Tune in, turn on, regulate everything
Posted by metaphorical on 11 May 2008
Lysergic acid diethylamide has a bunch of anniversaries this year, one of them the sad passing of its inventor, Dr Albert Hofmann, on April 29th, at age 102.
On a more upbeat note, April 19th was the 65th anniversary of Hofmann’s first acid trip. While most of us grew up with LSD an illegal drug, it wasn’t always so. Indeed, Hofmann and his employer, Sandoz, started with high hopes. The compound was discovered while trying to come up with a respiratory stimulant. That didn’t work out, but its hallucinatory properties led psychiatrists to think it might be a treatment for schizophrenia, or at least, a way to understand that condition and other psychoses.
This year also marks the 60th anniversary of the drug’s availability in the United States. According to Martin Lee, author of the book Acid Dreams, LSD was “used as an aid for psychotherapy, actually, fairly widely.”
“During a 15 year period beginning in 1950, research on LSD and other hallucinogens generated over 1,000 scientific papers, several dozen books, and 6 international conferences, and LSD was prescribed as treatment to over 40,000 patients,” according to Coolnurse.com. Eventually, it became clear that LSD had no controllable therapeutic effects. That’s not the same as saying it’s worthless, which itself would be far from justifying laws that make it impossible to obtain.
On the 50th anniversary of the first acid trip, Hofmann said,
“You, my dear friends, and millions all over the world who now commemorate the 50th birthday of ergot’s child, we all testify gratefully that we got valuable help on the way to what Aldous Huxley said is the end and the ultimate purpose of human life–enlightenment, beatific vision, love.”
Sadly, the default position in the United States and Canada seems to be one of making substances invented in a drug lab illegal. LSD is an unfortunate victiim of that; being a path to enlightenment for some people just doesn’t matter to Congress or the FDA.
Why is this important? Maybe drugs should be illegal by default, but if we grant that, we ought to be very careful what we classify as drugs.

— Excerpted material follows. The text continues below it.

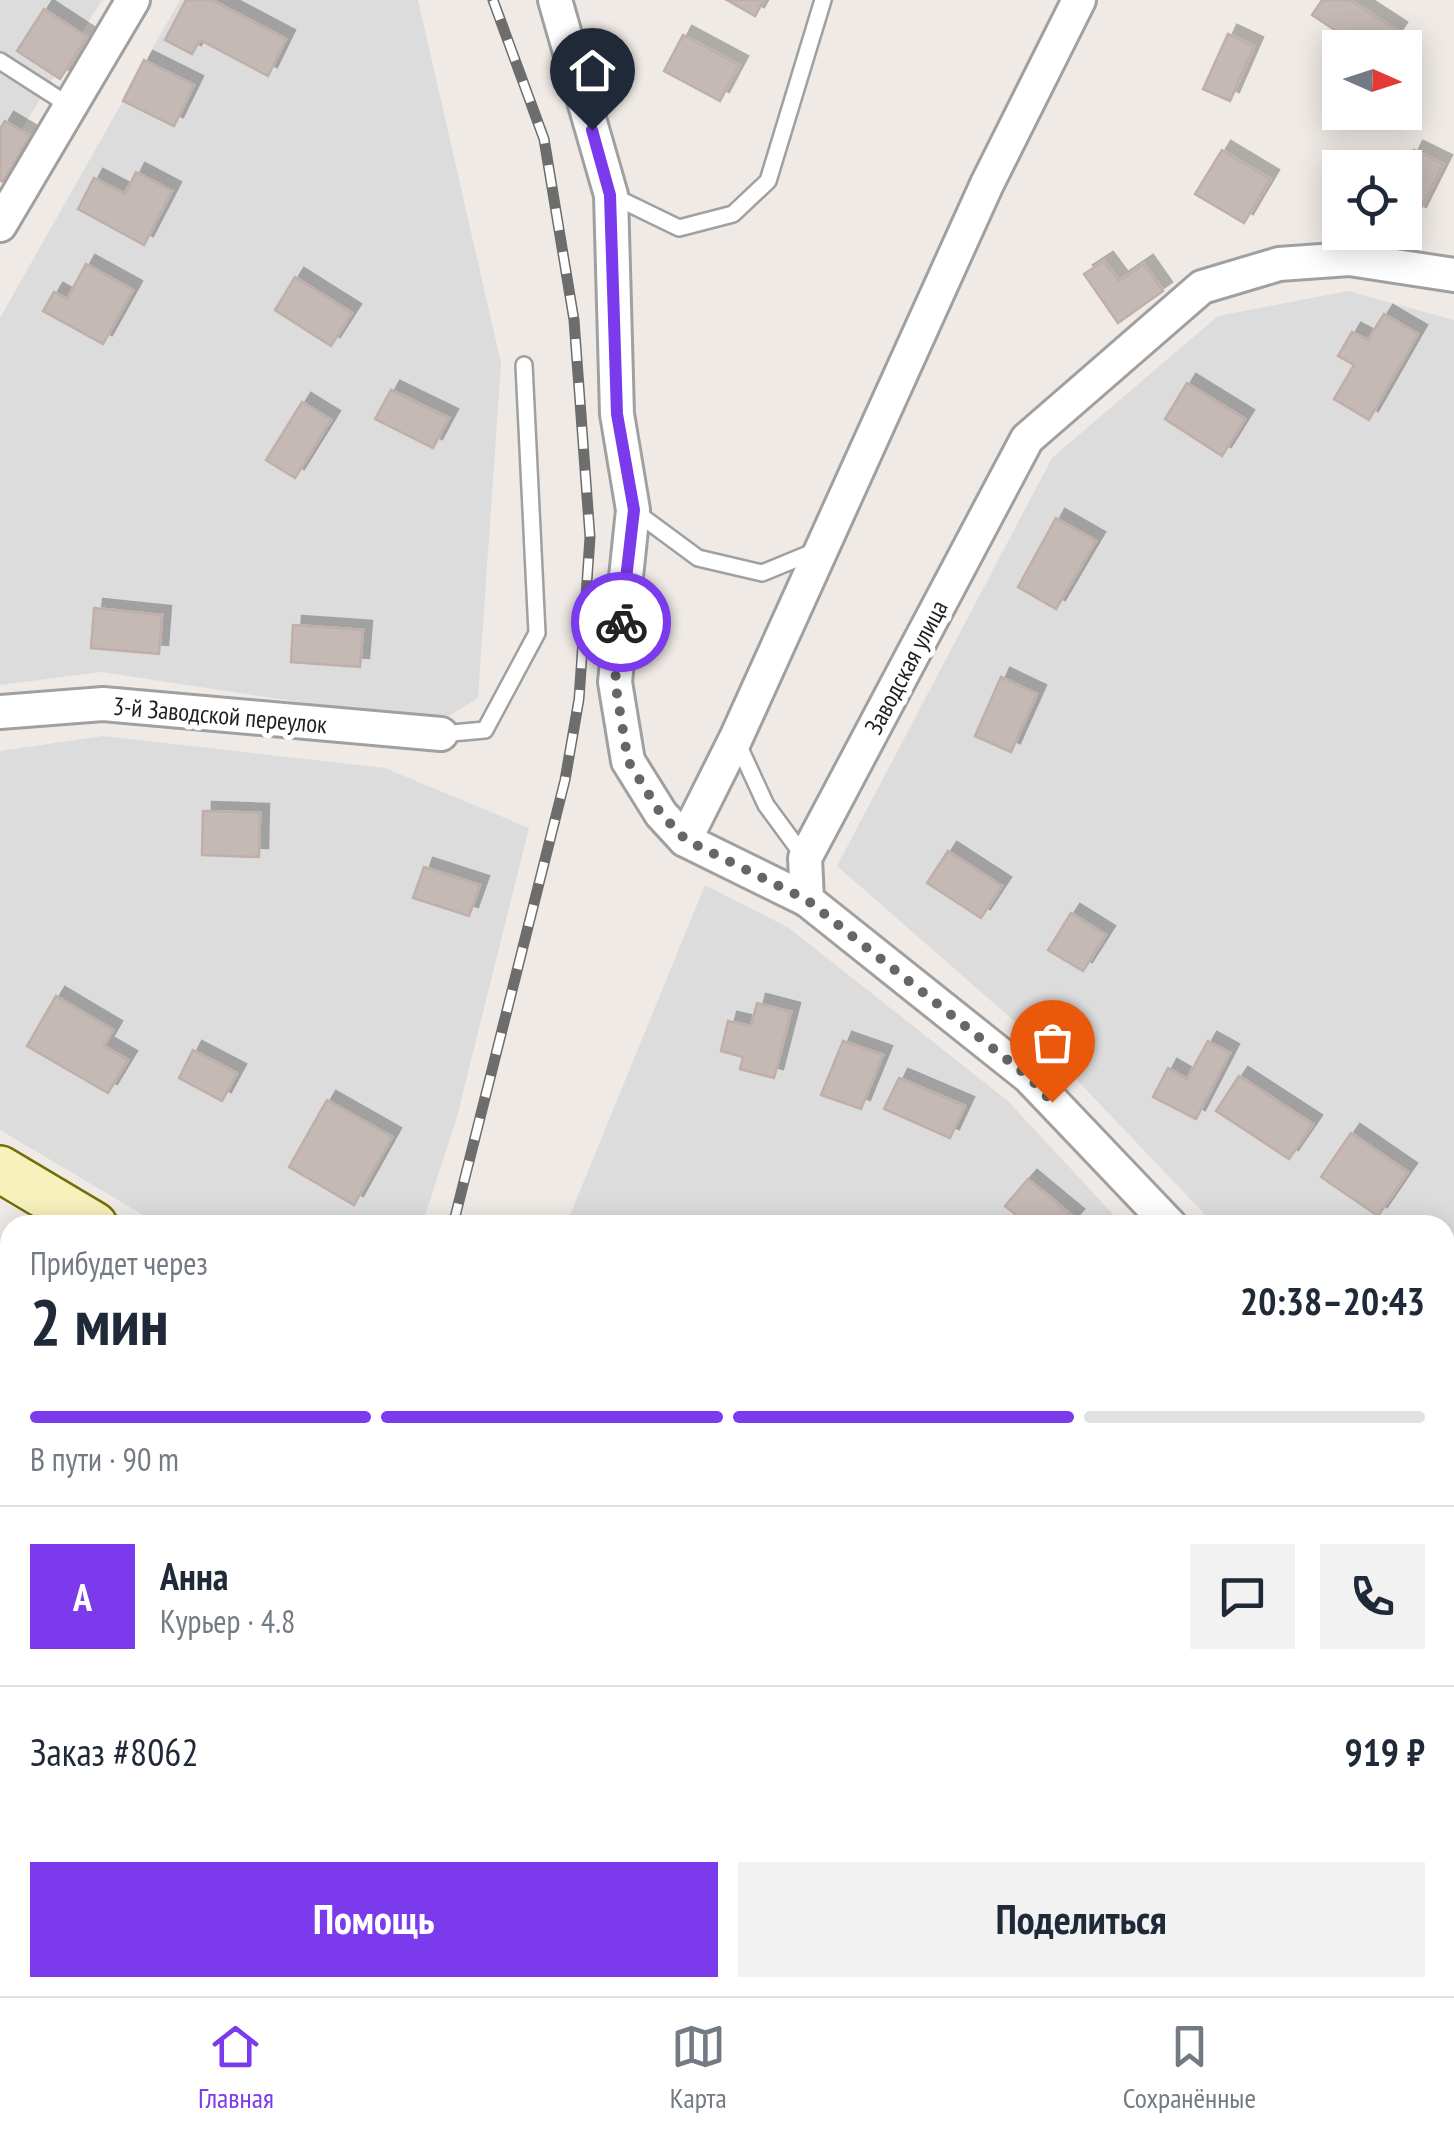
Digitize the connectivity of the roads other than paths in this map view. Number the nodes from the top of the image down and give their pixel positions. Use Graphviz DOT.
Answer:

Up in Canada, they’re on the verge of reclassifying a bunch of hitherto legal herbs and other concoctions. According to a CBC report,
many natural health products that have been sold in Canada for decades unavailable for purchase and penalizing parents who give herbs or supplements to their children.
The U.S. health food market went through something similar. Beginning with the environmental movement of the late 1960s, and over the course of 30 years, a thriving organic food industry grew. There were no federal regulations concerning organic food, but some states, notably California, had their own. California’s were tough, and accorded with the understandings of organic farmers and health food consumers. Even foods produced in other states often had packaging asserting that it was certified organic in accord with the California regulations.
In 1998 the USDA finally issued regulations that over the course of about four years led to a watered-down definition of “organic.” Worse, the 1998 law made it illegal for the states to have any other definition of the term.
“I want to make it clear that these rules are not about creating a category of agriculture that is safer than any other. No distinctions should be made between organically and non-organically produced products in terms of quality, appearance, or safety.” — then-Department of Agriculture Secretary Dan Glickman, 1998
Today, there are no useful terms to guide consumers who care about the healthfulness of their food, the conditions of its growth, or the practices used to raise food animals. “Organic,” “natural,” and “free-range” are among the terms that no longer have any useful meaning.
Generally speaking, drugs are legal only when expressedly so, and generally regulated when legal. Food is illegal only when expressedly so, and generally isn’t regulated when legal. When looked at that way, it’s pretty clear what happens when the definition of “drug” is opened up to include more and more foods.
When the Canadian government reaches into the language and redefines words like “drugs” and “natural health product” it leaves its manufacturers unable to create the products that citizens want, and it makes it impossible for citizens to know what they’re getting when they buy products they hope will be healthful.